Recorded data Block Start

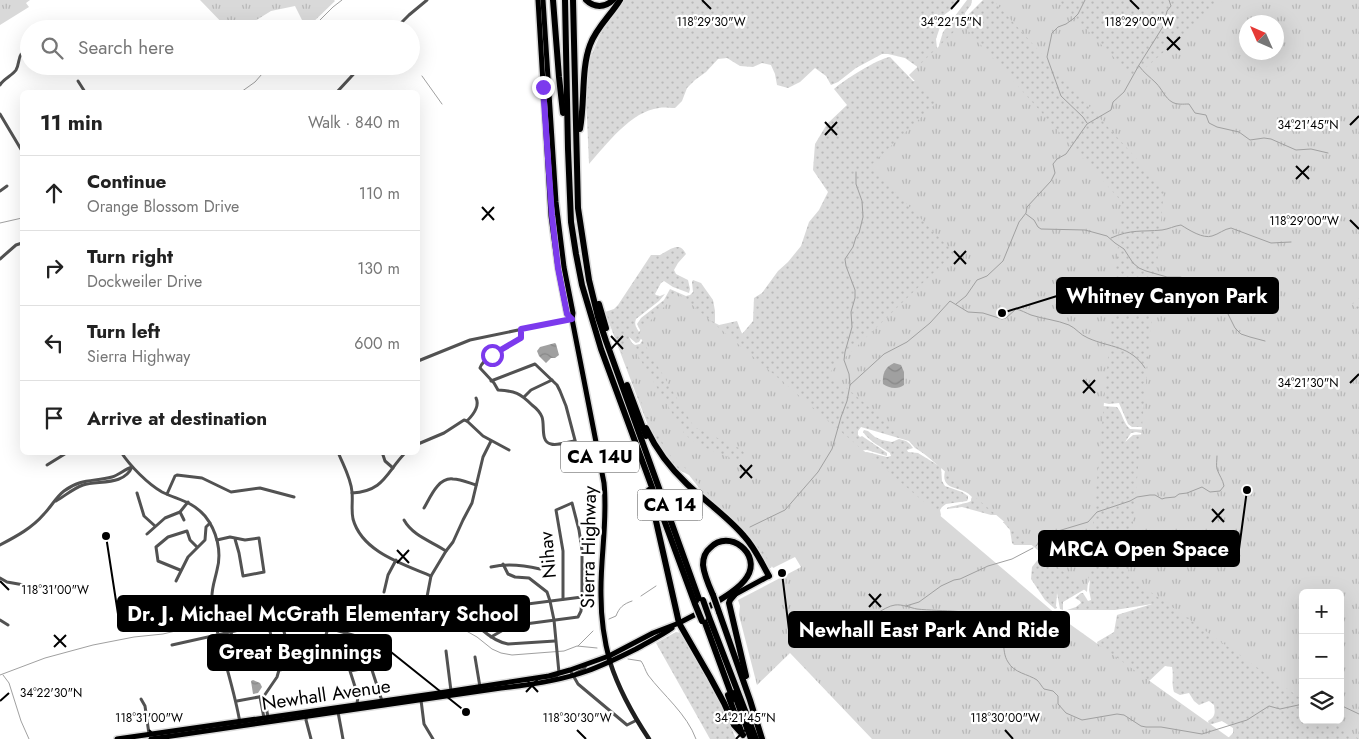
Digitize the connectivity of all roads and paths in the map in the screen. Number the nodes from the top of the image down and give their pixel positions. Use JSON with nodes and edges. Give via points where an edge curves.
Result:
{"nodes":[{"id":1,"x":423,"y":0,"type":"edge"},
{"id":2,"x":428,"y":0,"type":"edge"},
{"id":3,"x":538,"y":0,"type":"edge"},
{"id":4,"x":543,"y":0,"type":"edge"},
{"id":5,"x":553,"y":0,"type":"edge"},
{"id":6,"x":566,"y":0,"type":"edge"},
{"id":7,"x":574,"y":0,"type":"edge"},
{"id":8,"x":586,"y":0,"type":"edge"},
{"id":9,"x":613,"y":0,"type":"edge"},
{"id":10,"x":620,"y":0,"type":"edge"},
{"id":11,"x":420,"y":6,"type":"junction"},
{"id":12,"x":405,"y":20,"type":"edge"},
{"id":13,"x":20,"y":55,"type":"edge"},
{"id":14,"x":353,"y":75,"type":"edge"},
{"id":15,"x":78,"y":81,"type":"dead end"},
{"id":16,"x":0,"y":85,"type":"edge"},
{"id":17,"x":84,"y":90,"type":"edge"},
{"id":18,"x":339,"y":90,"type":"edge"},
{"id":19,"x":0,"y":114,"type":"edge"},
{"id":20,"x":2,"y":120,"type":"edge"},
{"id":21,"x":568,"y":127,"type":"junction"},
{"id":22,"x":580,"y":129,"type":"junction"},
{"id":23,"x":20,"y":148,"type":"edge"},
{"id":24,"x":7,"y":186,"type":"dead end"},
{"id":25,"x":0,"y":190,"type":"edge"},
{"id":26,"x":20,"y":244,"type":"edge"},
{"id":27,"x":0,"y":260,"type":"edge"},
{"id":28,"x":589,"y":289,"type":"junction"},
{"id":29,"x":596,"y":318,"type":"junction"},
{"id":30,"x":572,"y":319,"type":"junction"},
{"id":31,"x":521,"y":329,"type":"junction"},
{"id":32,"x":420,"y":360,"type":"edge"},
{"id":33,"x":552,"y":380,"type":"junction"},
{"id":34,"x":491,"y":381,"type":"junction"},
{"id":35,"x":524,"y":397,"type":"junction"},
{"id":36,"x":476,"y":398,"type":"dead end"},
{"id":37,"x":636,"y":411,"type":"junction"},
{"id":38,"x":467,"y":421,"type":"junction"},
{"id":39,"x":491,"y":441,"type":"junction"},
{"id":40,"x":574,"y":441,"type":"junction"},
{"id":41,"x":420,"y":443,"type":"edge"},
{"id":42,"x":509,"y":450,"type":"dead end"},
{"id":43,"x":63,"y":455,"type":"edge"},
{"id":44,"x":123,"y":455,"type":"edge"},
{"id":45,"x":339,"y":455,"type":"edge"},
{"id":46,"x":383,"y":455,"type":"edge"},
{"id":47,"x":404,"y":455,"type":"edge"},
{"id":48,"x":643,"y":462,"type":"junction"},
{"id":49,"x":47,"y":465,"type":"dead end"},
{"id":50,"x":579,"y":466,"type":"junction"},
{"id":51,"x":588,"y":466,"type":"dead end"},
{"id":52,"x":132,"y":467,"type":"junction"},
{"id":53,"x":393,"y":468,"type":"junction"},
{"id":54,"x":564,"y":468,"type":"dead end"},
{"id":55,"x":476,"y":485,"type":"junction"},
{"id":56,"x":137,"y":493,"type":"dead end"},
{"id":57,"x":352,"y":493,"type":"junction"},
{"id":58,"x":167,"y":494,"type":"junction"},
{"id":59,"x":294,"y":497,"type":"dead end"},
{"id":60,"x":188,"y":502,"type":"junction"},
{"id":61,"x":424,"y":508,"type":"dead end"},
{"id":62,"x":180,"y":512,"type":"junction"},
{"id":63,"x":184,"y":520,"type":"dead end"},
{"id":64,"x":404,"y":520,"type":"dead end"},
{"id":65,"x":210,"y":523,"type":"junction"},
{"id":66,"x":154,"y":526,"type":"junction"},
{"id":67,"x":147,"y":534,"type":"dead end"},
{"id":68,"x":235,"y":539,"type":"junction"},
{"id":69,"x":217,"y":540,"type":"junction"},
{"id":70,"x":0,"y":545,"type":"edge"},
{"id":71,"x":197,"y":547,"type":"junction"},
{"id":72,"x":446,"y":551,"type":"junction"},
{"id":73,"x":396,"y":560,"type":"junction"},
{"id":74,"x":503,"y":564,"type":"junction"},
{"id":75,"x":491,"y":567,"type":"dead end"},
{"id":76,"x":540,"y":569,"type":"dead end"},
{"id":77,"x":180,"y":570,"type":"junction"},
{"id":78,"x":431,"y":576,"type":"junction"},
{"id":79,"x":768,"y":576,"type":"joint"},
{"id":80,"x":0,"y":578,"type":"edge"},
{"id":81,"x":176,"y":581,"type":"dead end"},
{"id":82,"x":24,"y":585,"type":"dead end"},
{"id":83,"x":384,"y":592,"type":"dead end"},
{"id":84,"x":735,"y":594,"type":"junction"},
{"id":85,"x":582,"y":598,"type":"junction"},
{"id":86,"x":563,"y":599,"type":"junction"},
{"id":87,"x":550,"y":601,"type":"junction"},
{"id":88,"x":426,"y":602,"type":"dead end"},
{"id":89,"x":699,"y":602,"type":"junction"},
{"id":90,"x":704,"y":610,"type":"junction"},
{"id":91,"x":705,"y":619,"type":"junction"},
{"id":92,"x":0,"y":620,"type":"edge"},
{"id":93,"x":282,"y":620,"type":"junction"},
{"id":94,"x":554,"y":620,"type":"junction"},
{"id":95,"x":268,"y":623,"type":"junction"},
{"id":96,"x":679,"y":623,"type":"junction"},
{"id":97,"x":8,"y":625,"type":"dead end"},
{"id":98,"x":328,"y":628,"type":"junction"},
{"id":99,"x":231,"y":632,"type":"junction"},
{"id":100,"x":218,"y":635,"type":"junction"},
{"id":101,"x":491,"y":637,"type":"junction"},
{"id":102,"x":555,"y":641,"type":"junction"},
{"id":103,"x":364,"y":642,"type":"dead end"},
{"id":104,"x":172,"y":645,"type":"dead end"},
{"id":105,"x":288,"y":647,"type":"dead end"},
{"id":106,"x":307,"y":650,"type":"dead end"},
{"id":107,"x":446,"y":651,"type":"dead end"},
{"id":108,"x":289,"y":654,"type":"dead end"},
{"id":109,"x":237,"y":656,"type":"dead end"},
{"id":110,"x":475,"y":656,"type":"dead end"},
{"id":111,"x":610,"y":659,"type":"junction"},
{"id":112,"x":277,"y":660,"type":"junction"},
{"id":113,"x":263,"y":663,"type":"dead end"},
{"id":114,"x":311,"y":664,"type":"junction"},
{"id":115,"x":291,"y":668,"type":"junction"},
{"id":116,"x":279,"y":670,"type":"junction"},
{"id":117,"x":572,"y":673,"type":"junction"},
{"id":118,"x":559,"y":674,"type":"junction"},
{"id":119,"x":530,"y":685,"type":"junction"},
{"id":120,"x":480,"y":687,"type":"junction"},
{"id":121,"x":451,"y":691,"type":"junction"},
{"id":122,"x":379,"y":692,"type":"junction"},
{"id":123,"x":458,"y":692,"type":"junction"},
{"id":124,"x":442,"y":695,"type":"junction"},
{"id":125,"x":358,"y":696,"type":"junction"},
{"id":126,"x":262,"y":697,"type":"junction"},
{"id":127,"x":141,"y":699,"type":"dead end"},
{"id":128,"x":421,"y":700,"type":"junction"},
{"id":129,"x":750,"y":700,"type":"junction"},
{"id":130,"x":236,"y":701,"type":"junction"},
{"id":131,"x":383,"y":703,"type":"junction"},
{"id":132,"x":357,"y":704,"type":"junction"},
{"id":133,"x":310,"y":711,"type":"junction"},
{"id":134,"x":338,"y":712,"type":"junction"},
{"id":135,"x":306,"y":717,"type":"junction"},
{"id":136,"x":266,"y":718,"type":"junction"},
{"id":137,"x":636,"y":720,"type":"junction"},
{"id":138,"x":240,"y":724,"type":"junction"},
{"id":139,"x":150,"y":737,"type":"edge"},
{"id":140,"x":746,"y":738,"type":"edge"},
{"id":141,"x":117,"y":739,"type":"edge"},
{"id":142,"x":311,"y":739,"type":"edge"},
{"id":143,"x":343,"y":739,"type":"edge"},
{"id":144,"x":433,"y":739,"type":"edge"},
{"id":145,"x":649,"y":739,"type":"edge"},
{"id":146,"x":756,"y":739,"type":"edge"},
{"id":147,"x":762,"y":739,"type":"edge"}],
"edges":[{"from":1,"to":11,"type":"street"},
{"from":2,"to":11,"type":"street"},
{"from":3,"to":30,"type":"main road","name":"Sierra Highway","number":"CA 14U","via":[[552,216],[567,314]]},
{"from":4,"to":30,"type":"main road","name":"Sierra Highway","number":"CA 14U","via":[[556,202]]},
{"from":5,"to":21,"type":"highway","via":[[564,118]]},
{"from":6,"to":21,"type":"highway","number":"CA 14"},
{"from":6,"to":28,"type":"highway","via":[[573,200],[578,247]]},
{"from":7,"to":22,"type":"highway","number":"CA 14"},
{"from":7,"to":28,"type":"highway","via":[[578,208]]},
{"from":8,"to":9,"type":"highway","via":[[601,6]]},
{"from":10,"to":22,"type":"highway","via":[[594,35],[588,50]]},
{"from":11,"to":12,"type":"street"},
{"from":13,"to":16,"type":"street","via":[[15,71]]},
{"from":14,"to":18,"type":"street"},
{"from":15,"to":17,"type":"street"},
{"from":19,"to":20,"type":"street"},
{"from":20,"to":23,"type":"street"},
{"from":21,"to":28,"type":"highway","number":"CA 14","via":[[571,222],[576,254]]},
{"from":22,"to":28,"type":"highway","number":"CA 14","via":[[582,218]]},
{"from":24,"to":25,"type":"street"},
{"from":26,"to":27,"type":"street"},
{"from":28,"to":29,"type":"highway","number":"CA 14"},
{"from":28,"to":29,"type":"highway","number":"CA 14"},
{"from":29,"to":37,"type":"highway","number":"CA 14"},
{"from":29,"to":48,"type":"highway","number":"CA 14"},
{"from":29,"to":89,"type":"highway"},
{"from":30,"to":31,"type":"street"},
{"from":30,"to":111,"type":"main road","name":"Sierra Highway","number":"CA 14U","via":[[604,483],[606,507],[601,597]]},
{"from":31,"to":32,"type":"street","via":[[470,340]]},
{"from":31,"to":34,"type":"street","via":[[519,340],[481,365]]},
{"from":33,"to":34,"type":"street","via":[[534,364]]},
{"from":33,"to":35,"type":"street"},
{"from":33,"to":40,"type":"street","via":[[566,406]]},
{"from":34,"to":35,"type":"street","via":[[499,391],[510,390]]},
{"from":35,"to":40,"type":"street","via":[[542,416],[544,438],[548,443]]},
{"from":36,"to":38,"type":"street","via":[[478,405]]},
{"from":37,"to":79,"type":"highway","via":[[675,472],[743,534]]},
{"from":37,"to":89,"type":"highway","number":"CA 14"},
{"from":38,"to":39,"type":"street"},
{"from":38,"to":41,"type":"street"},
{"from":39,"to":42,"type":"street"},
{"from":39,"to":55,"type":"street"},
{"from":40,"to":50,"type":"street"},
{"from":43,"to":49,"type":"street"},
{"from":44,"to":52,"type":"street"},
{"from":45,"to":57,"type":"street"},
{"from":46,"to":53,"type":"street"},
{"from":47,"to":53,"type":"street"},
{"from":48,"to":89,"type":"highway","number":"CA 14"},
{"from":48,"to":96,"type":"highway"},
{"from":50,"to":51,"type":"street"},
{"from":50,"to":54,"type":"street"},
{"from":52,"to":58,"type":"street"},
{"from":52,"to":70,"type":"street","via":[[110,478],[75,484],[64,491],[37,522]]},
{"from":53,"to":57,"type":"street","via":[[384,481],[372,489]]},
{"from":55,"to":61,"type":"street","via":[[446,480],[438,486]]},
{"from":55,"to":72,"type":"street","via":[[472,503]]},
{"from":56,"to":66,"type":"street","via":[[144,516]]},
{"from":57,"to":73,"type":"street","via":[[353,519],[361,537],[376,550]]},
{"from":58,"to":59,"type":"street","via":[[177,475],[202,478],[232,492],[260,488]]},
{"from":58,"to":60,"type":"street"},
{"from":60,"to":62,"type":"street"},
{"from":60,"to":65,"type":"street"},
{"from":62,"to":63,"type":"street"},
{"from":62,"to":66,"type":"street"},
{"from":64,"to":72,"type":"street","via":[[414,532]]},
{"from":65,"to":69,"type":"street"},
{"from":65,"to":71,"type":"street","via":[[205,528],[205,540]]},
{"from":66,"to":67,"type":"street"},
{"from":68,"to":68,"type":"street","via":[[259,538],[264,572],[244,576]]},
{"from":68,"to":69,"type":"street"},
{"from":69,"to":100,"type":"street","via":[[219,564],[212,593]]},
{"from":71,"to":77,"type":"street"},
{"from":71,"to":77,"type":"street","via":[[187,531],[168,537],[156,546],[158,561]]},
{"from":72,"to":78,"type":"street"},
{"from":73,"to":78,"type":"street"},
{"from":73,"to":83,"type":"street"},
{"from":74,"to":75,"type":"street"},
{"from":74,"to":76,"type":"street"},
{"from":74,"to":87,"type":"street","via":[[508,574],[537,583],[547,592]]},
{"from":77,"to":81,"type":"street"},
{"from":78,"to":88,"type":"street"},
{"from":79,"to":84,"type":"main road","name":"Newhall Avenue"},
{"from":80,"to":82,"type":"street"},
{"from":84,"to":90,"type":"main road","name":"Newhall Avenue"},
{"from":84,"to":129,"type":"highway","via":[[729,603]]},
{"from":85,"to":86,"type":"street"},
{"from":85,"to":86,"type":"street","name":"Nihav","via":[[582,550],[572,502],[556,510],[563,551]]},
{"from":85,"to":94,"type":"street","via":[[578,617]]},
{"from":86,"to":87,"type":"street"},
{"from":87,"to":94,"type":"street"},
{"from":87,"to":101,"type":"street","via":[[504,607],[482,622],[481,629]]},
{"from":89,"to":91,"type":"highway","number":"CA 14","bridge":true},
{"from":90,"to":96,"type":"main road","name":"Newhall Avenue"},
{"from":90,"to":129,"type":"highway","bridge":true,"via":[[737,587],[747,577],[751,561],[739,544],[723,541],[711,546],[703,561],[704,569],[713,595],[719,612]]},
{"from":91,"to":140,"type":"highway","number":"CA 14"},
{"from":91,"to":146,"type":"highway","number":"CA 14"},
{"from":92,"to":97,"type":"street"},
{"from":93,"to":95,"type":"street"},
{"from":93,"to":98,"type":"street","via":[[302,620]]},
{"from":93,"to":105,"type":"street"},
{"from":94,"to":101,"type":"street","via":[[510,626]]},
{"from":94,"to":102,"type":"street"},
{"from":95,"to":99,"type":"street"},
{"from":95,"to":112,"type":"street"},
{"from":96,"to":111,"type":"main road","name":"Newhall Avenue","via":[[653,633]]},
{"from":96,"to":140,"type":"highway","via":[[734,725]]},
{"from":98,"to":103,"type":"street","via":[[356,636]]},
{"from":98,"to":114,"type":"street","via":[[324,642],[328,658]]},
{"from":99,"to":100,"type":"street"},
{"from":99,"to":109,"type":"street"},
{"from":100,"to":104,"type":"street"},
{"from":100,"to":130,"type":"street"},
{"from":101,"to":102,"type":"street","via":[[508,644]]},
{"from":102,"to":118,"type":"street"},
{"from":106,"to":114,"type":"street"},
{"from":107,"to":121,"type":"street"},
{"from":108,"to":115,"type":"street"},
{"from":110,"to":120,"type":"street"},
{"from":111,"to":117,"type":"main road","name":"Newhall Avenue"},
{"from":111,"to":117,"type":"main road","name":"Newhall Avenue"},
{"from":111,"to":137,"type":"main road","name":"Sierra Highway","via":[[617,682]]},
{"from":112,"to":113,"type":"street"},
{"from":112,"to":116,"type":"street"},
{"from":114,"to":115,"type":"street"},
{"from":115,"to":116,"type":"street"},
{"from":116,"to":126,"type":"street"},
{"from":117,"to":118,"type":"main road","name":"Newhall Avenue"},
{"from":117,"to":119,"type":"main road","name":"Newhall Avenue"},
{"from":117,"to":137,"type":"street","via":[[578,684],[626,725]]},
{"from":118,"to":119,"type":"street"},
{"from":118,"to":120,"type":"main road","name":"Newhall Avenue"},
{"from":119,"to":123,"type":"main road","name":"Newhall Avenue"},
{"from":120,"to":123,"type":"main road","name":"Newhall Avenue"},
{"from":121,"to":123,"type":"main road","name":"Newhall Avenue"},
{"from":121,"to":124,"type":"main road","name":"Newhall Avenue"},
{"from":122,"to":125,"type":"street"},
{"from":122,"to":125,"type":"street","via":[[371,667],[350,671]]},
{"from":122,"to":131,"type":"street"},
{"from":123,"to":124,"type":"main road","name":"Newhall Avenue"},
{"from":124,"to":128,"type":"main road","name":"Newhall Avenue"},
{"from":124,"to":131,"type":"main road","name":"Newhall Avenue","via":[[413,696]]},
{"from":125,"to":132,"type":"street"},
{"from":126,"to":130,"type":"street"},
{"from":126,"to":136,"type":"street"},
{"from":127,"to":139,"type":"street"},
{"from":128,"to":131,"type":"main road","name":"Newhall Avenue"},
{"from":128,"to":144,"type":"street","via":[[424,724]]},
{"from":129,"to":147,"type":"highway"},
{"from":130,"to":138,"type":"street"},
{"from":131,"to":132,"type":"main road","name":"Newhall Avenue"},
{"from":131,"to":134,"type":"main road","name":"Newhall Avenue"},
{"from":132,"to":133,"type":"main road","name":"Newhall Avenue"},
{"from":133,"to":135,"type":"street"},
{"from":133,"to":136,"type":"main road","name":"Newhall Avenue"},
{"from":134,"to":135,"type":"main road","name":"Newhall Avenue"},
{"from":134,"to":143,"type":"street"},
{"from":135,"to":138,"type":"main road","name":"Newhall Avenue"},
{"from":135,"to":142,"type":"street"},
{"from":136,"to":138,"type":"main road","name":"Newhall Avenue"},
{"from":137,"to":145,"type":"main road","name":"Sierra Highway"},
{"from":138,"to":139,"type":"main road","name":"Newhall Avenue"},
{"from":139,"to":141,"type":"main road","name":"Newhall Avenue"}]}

Recorded data Block End

# [Directions for this task]
Wherever "nodes" turns up in the records, copy the whole line.

# [Answer to this problem]
Digitize the connectivity of all roads and paths in the map in the screen. Number the nodes from the top of the image down and give their pixel positions. Use JSON with nodes and edges. Give via points where an edge curves.
{"nodes":[{"id":1,"x":423,"y":0,"type":"edge"},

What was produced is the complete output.